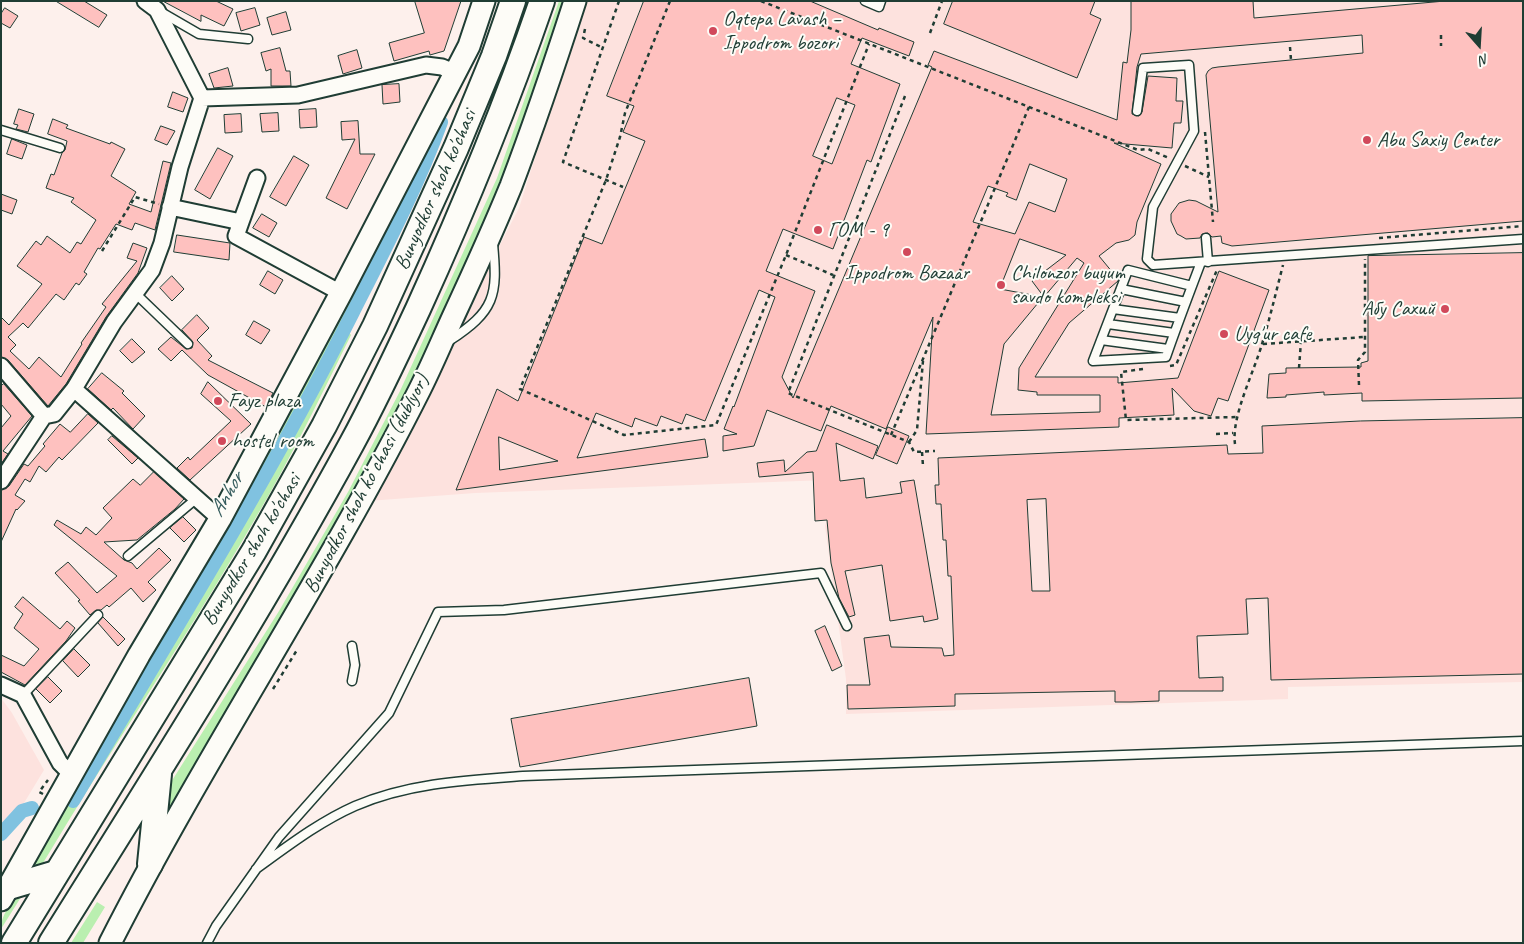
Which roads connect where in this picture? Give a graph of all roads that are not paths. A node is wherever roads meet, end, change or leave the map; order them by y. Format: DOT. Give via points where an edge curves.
graph roads {
  1 [pos="484,1"];
  2 [pos="513,1"];
  3 [pos="542,1"];
  4 [pos="575,1"];
  5 [pos="865,1"];
  6 [pos="881,1"];
  7 [pos="151,6"];
  8 [pos="248,39"];
  9 [pos="454,72"];
  10 [pos="202,98"];
  11 [pos="1137,111"];
  12 [pos="1,130"];
  13 [pos="60,148"];
  14 [pos="257,178"];
  15 [pos="170,207"];
  16 [pos="240,222"];
  17 [pos="1206,238"];
  18 [pos="1523,239"];
  19 [pos="1205,262"];
  20 [pos="1192,286"];
  21 [pos="1121,289"];
  22 [pos="135,292"];
  23 [pos="341,293"];
  24 [pos="1186,302"];
  25 [pos="1113,309"];
  26 [pos="1180,318"];
  27 [pos="1108,324"];
  28 [pos="1174,334"];
  29 [pos="1101,340"];
  30 [pos="188,344"];
  31 [pos="1168,349"];
  32 [pos="1,366"];
  33 [pos="74,389"];
  34 [pos="44,416"];
  35 [pos="1,481"];
  36 [pos="197,498"];
  37 [pos="220,519"];
  38 [pos="254,551"];
  39 [pos="128,556"];
  40 [pos="282,568"];
  41 [pos="98,615"];
  42 [pos="847,626"];
  43 [pos="352,646"];
  44 [pos="352,681"];
  45 [pos="1,685"];
  46 [pos="23,695"];
  47 [pos="1523,741"];
  48 [pos="159,771"];
  49 [pos="71,774"];
  50 [pos="150,864"];
  51 [pos="256,870"];
  52 [pos="56,873"];
  53 [pos="5,894"];
  54 [pos="15,942"];
  55 [pos="51,943"];
  56 [pos="110,943"];
  57 [pos="207,943"];
  1 -- 9 [label="street" via="469,46"];
  2 -- 38 [label="main road, Bunyodkor shoh ko'chasi" via="456,148 375,326"];
  3 -- 40 [label="main road, Bunyodkor shoh ko'chasi" via="486,154 441,258 369,410"];
  4 -- 50 [label="street, Bunyodkor shoh koʻchasi (dublyor)" via="492,233 420,388 360,502"];
  5 -- 6 [label="lane" via="878,7"];
  7 -- 8 [label="lane" via="199,34"];
  7 -- 10 [label="street"];
  9 -- 10 [label="street" via="426,65 298,95"];
  9 -- 23 [label="street"];
  10 -- 15 [label="street"];
  11 -- 19 [label="lane" via="1143,68 1189,65 1194,131 1152,207 1147,259 1158,266"];
  12 -- 13 [label="lane"];
  14 -- 16 [label="street"];
  15 -- 16 [label="street"];
  15 -- 22 [label="street" via="152,270"];
  16 -- 23 [label="street" via="236,236"];
  17 -- 19 [label="lane"];
  18 -- 19 [label="lane"];
  19 -- 20 [label="lane"];
  20 -- 21 [label="lane" via="1128,270"];
  20 -- 24 [label="lane"];
  21 -- 24 [label="lane"];
  21 -- 25 [label="lane"];
  22 -- 30 [label="lane"];
  22 -- 33 [label="street"];
  23 -- 37 [label="street"];
  24 -- 26 [label="lane"];
  25 -- 26 [label="lane"];
  25 -- 27 [label="lane"];
  26 -- 28 [label="lane"];
  27 -- 28 [label="lane"];
  27 -- 29 [label="lane"];
  28 -- 31 [label="lane"];
  29 -- 31 [label="lane"];
  29 -- 31 [label="lane" via="1093,361 1166,357"];
  32 -- 34 [label="street"];
  33 -- 34 [label="street" via="54,414"];
  33 -- 36 [label="street"];
  34 -- 35 [label="street"];
  36 -- 37 [label="street"];
  36 -- 39 [label="lane"];
  37 -- 49 [label="street"];
  38 -- 40 [label="main road" via="262,544 279,547 284,557"];
  38 -- 52 [label="main road, Bunyodkor shoh ko'chasi"];
  40 -- 48 [label="main road, Bunyodkor shoh ko'chasi"];
  41 -- 46 [label="lane"];
  42 -- 51 [label="lane" via="821,573 504,610 438,612 389,713 279,836"];
  43 -- 44 [label="lane" via="355,664"];
  45 -- 46 [label="street"];
  46 -- 49 [label="street" via="60,763"];
  47 -- 51 [label="lane" via="462,780 407,789 355,806 302,836"];
  48 -- 50 [label="main road"];
  48 -- 55 [label="main road, Bunyodkor shoh ko'chasi"];
  49 -- 53 [label="street"];
  50 -- 56 [label="street, Bunyodkor shoh koʻchasi (dublyor)"];
  51 -- 57 [label="lane"];
  52 -- 53 [label="main road"];
  52 -- 54 [label="main road, Bunyodkor shoh ko'chasi"];
}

※ ※ ※

[WHAT YOU ARE ASKED TO DO]
Leaving the pictures behind, return every line above exactly.

[RESPONSE TO THIS TASK]
Which roads connect where in this picture? Give a graph of all roads that are not paths. A node is wherever roads meet, end, change or leave the map; order them by y. Format: DOT. Give via points where an edge curves.
graph roads {
  1 [pos="484,1"];
  2 [pos="513,1"];
  3 [pos="542,1"];
  4 [pos="575,1"];
  5 [pos="865,1"];
  6 [pos="881,1"];
  7 [pos="151,6"];
  8 [pos="248,39"];
  9 [pos="454,72"];
  10 [pos="202,98"];
  11 [pos="1137,111"];
  12 [pos="1,130"];
  13 [pos="60,148"];
  14 [pos="257,178"];
  15 [pos="170,207"];
  16 [pos="240,222"];
  17 [pos="1206,238"];
  18 [pos="1523,239"];
  19 [pos="1205,262"];
  20 [pos="1192,286"];
  21 [pos="1121,289"];
  22 [pos="135,292"];
  23 [pos="341,293"];
  24 [pos="1186,302"];
  25 [pos="1113,309"];
  26 [pos="1180,318"];
  27 [pos="1108,324"];
  28 [pos="1174,334"];
  29 [pos="1101,340"];
  30 [pos="188,344"];
  31 [pos="1168,349"];
  32 [pos="1,366"];
  33 [pos="74,389"];
  34 [pos="44,416"];
  35 [pos="1,481"];
  36 [pos="197,498"];
  37 [pos="220,519"];
  38 [pos="254,551"];
  39 [pos="128,556"];
  40 [pos="282,568"];
  41 [pos="98,615"];
  42 [pos="847,626"];
  43 [pos="352,646"];
  44 [pos="352,681"];
  45 [pos="1,685"];
  46 [pos="23,695"];
  47 [pos="1523,741"];
  48 [pos="159,771"];
  49 [pos="71,774"];
  50 [pos="150,864"];
  51 [pos="256,870"];
  52 [pos="56,873"];
  53 [pos="5,894"];
  54 [pos="15,942"];
  55 [pos="51,943"];
  56 [pos="110,943"];
  57 [pos="207,943"];
  1 -- 9 [label="street" via="469,46"];
  2 -- 38 [label="main road, Bunyodkor shoh ko'chasi" via="456,148 375,326"];
  3 -- 40 [label="main road, Bunyodkor shoh ko'chasi" via="486,154 441,258 369,410"];
  4 -- 50 [label="street, Bunyodkor shoh koʻchasi (dublyor)" via="492,233 420,388 360,502"];
  5 -- 6 [label="lane" via="878,7"];
  7 -- 8 [label="lane" via="199,34"];
  7 -- 10 [label="street"];
  9 -- 10 [label="street" via="426,65 298,95"];
  9 -- 23 [label="street"];
  10 -- 15 [label="street"];
  11 -- 19 [label="lane" via="1143,68 1189,65 1194,131 1152,207 1147,259 1158,266"];
  12 -- 13 [label="lane"];
  14 -- 16 [label="street"];
  15 -- 16 [label="street"];
  15 -- 22 [label="street" via="152,270"];
  16 -- 23 [label="street" via="236,236"];
  17 -- 19 [label="lane"];
  18 -- 19 [label="lane"];
  19 -- 20 [label="lane"];
  20 -- 21 [label="lane" via="1128,270"];
  20 -- 24 [label="lane"];
  21 -- 24 [label="lane"];
  21 -- 25 [label="lane"];
  22 -- 30 [label="lane"];
  22 -- 33 [label="street"];
  23 -- 37 [label="street"];
  24 -- 26 [label="lane"];
  25 -- 26 [label="lane"];
  25 -- 27 [label="lane"];
  26 -- 28 [label="lane"];
  27 -- 28 [label="lane"];
  27 -- 29 [label="lane"];
  28 -- 31 [label="lane"];
  29 -- 31 [label="lane"];
  29 -- 31 [label="lane" via="1093,361 1166,357"];
  32 -- 34 [label="street"];
  33 -- 34 [label="street" via="54,414"];
  33 -- 36 [label="street"];
  34 -- 35 [label="street"];
  36 -- 37 [label="street"];
  36 -- 39 [label="lane"];
  37 -- 49 [label="street"];
  38 -- 40 [label="main road" via="262,544 279,547 284,557"];
  38 -- 52 [label="main road, Bunyodkor shoh ko'chasi"];
  40 -- 48 [label="main road, Bunyodkor shoh ko'chasi"];
  41 -- 46 [label="lane"];
  42 -- 51 [label="lane" via="821,573 504,610 438,612 389,713 279,836"];
  43 -- 44 [label="lane" via="355,664"];
  45 -- 46 [label="street"];
  46 -- 49 [label="street" via="60,763"];
  47 -- 51 [label="lane" via="462,780 407,789 355,806 302,836"];
  48 -- 50 [label="main road"];
  48 -- 55 [label="main road, Bunyodkor shoh ko'chasi"];
  49 -- 53 [label="street"];
  50 -- 56 [label="street, Bunyodkor shoh koʻchasi (dublyor)"];
  51 -- 57 [label="lane"];
  52 -- 53 [label="main road"];
  52 -- 54 [label="main road, Bunyodkor shoh ko'chasi"];
}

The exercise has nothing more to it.